Fourth- and fifth-graders at Gloria Dei Lutheran Church in Olympia, Wash., are learning experientially what it means to say, “Give us this day our daily bread.”
To prepare for their first communion, the students plant and harvest wheat, working it through all the steps to turn it into flour to make communion bread.
The brainchild of Beth Tobin, children’s ministry director at Gloria Dei, the Communion Instruction and Wheat Harvesting Milestone Ministry lets students plant wheat seeds every spring on land owned by members Dennis and Judith Longnecker. Months later the students harvest the wheat, and grind and process it so they can bake bread. The six to eight loaves of flatbread will be used for their first communion.
“It’s powerful learning,” said Tobin, who estimates that 75 children have gone through the program since she started it in 2002.
Fifth-grader John Paul Fox Seidel said he liked learning this way: “It was interactive and fun. It was a lot of work but also fun. We got to shake all the seeds, cover it over, press the dirt down and wait for it to grow.”
He looks forward to watching the wheat grow on a webcam that Longnecker installed, and making the bread when the wheat is harvested.
“It was interactive and fun. It was a lot of work but also fun.” — John Paul Fox Seide, a fifth-grader
“It’s a wonderful program,” said Doug Knutson-Keller, a pastor of Gloria Dei. “It not only gives them a real hands-on experience and brings that Bible story to life, but they’re playing a role in the reality of where our food comes from and how bread is made, both now and back in Jesus’ day.”
Open communion
Gloria Dei has open communion, he said, which allows families to decide when they want their children to participate in the eucharist even before they are confirmed. When a family thinks their child is ready, they all meet with the pastor at that time to talk about communion. The wheat planting is an additional aspect of the congregation’s communion instruction and education.

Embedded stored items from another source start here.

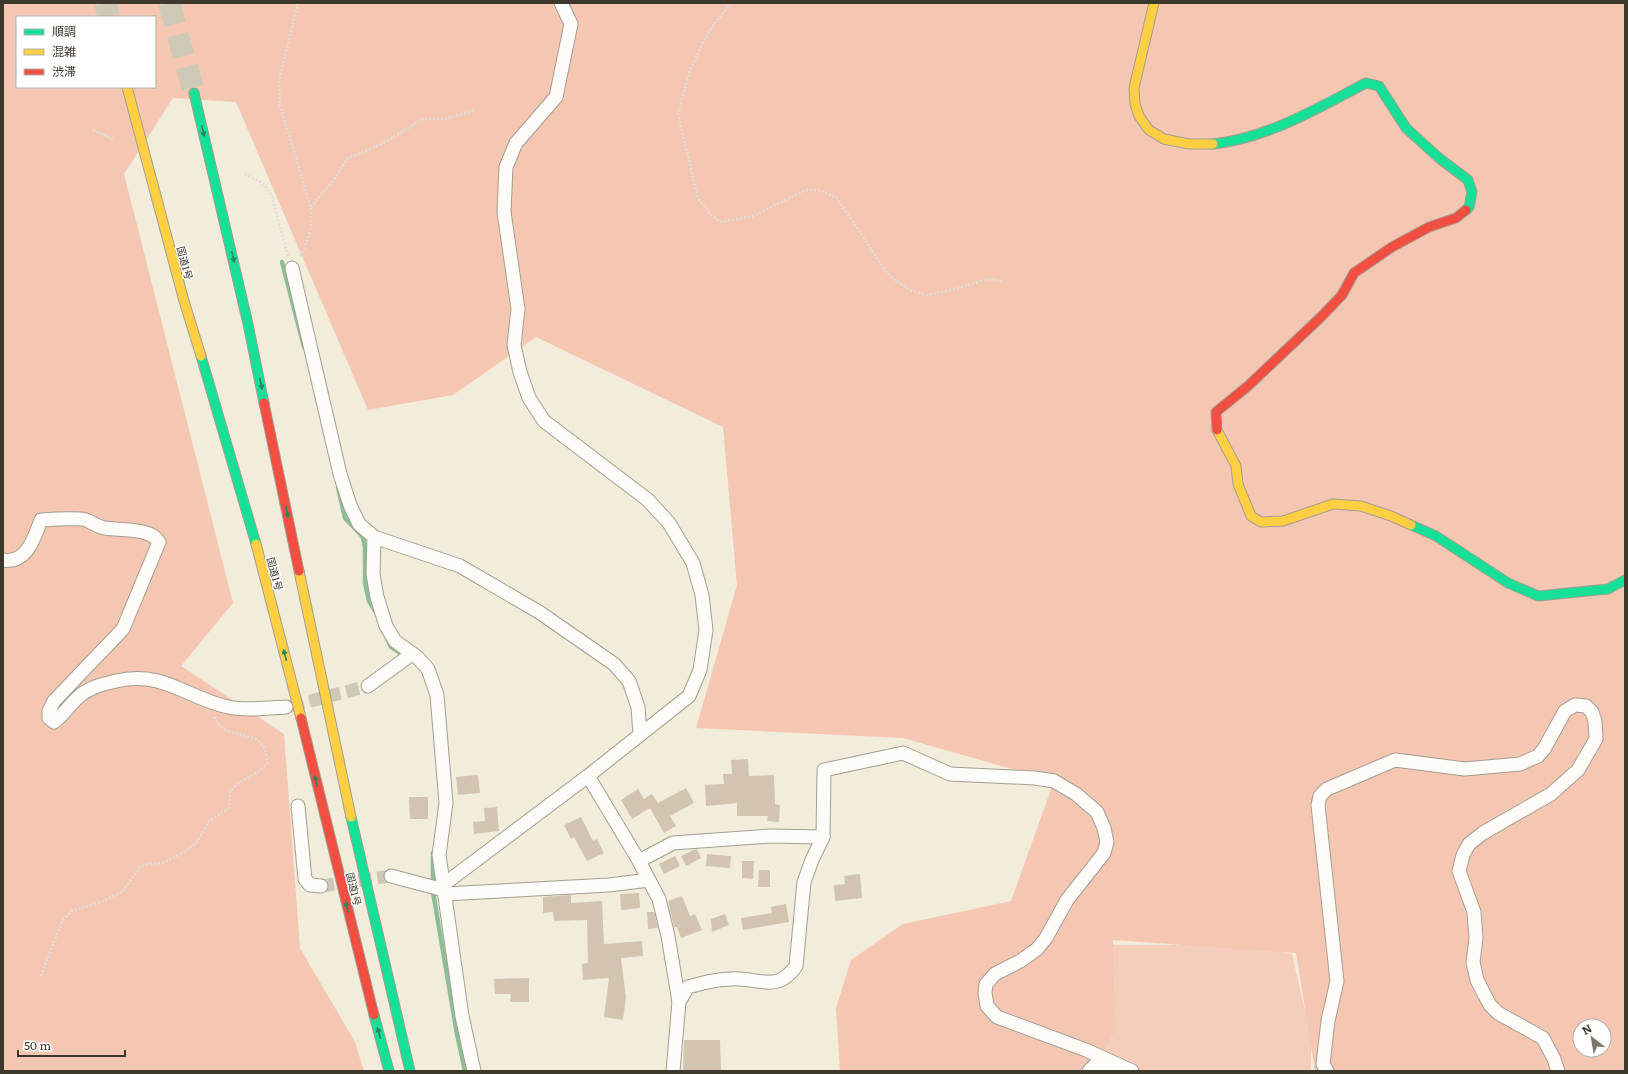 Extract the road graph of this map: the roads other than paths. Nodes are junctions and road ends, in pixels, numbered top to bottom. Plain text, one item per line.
1 (561, 3) edge
2 (1154, 3) edge
3 (127, 88) edge
4 (194, 93) tunnel mouth
5 (292, 268) road end
6 (374, 537) junction
7 (3, 560) edge
8 (1625, 580) edge
9 (412, 654) junction
10 (368, 686) tunnel mouth
11 (286, 707) tunnel mouth
12 (640, 735) junction
13 (588, 776) junction
14 (298, 806) dead end
15 (823, 837) junction
16 (639, 861) junction
17 (391, 876) tunnel mouth
18 (649, 880) junction
19 (321, 886) tunnel mouth
20 (444, 890) junction
21 (679, 1002) junction
22 (389, 1071) edge
23 (410, 1071) edge
24 (474, 1071) edge
25 (673, 1071) edge
26 (1089, 1071) edge
27 (1115, 1071) edge
28 (1132, 1071) edge
29 (1327, 1071) edge
30 (1558, 1071) edge

1 - 12 street
2 - 8 main road
22 -> 3 main road, 国道1号
4 -> 23 main road, 国道1号
5 - 6 street
6 - 9 street
6 - 12 street
7 - 11 street
9 - 10 street
9 - 20 street
12 - 13 street
13 - 16 street
13 - 20 street
14 - 19 street
15 - 16 street
15 - 21 street
15 - 28 street
16 - 18 street
17 - 20 street
18 - 20 street
18 - 21 street
20 - 24 street
21 - 25 street
26 - 27 street
29 - 30 street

As the students plant and harvest the wheat, they learn about communion and read A Place For You: My Holy Communion Book by Daniel Erlander.
“We use the first half of the book to discuss communion instruction, and we have a few hours in the morning to talk about what communion is and how it fits into faith life,” Knutson-Keller said. “Then we put on our boots, grab the seeds and go into the field. We throw some seed and even put some on rocks purposely so it won’t grow. Then we spend [time] answering their questions and connecting reaping and sowing with our Bible stories.
“When the seed of the word of God lands on rocky ground, it doesn’t work. You can see [the kids’] minds going to some in-depth places. When we come back in the fall, we use clippers and scythes and bundle the wheat, bring it on the deck, thrash the wheat on a tarp, take the chaff and toss it in the air and let it blow away. Then we grind the seed by hand, turn it into flour and make the bread. The whole time we’re connecting it to doing it all by hand.”
This project is only possible, Tobin said, because of the Longneckers’ generosity.
“Each year, Dennis drives to Eastern Washington to get the wheat seeds, prepares the field, and sets up the water system and the wheat cam,” she said. “When the grinder breaks, he orders a new one. And he and his wife, Judith, are always so cheerful about us gathering around their dining table for communion instruction and baking the communion bread in their kitchen. We are most certainly blessed.”
Longnecker, who cares for the 20-by-50 wheat garden on his 5 acres, said he enjoys doing it: “I get pure joy—and the best tasting wheat bread once a year.”
For more information, visit gloriadea/kids.org.
To view the live wheat web cam, click here.
Gloria Dei communion bread recipe
(makes 6 loaves)
3 cups wheat flour
1 ½ cups white flour
2 teaspoons baking powder
2 teaspoons salt
2 tablespoons oil
1 ½ cups hot water
¼ cup honey
¼ cup molasses
Sift the dry ingredients. Cut in the oil using a pastry blender. In a separate container, mix the honey, molasses and hot water. Add to dry ingredients. Form into six equal-sized balls. Press the balls onto a cookie sheet to make ¼-inch thick loaves. Score the top of the bread. Bake in a 350-degree oven for 10 minutes. Brush with oil, bake 5-8 minutes longer.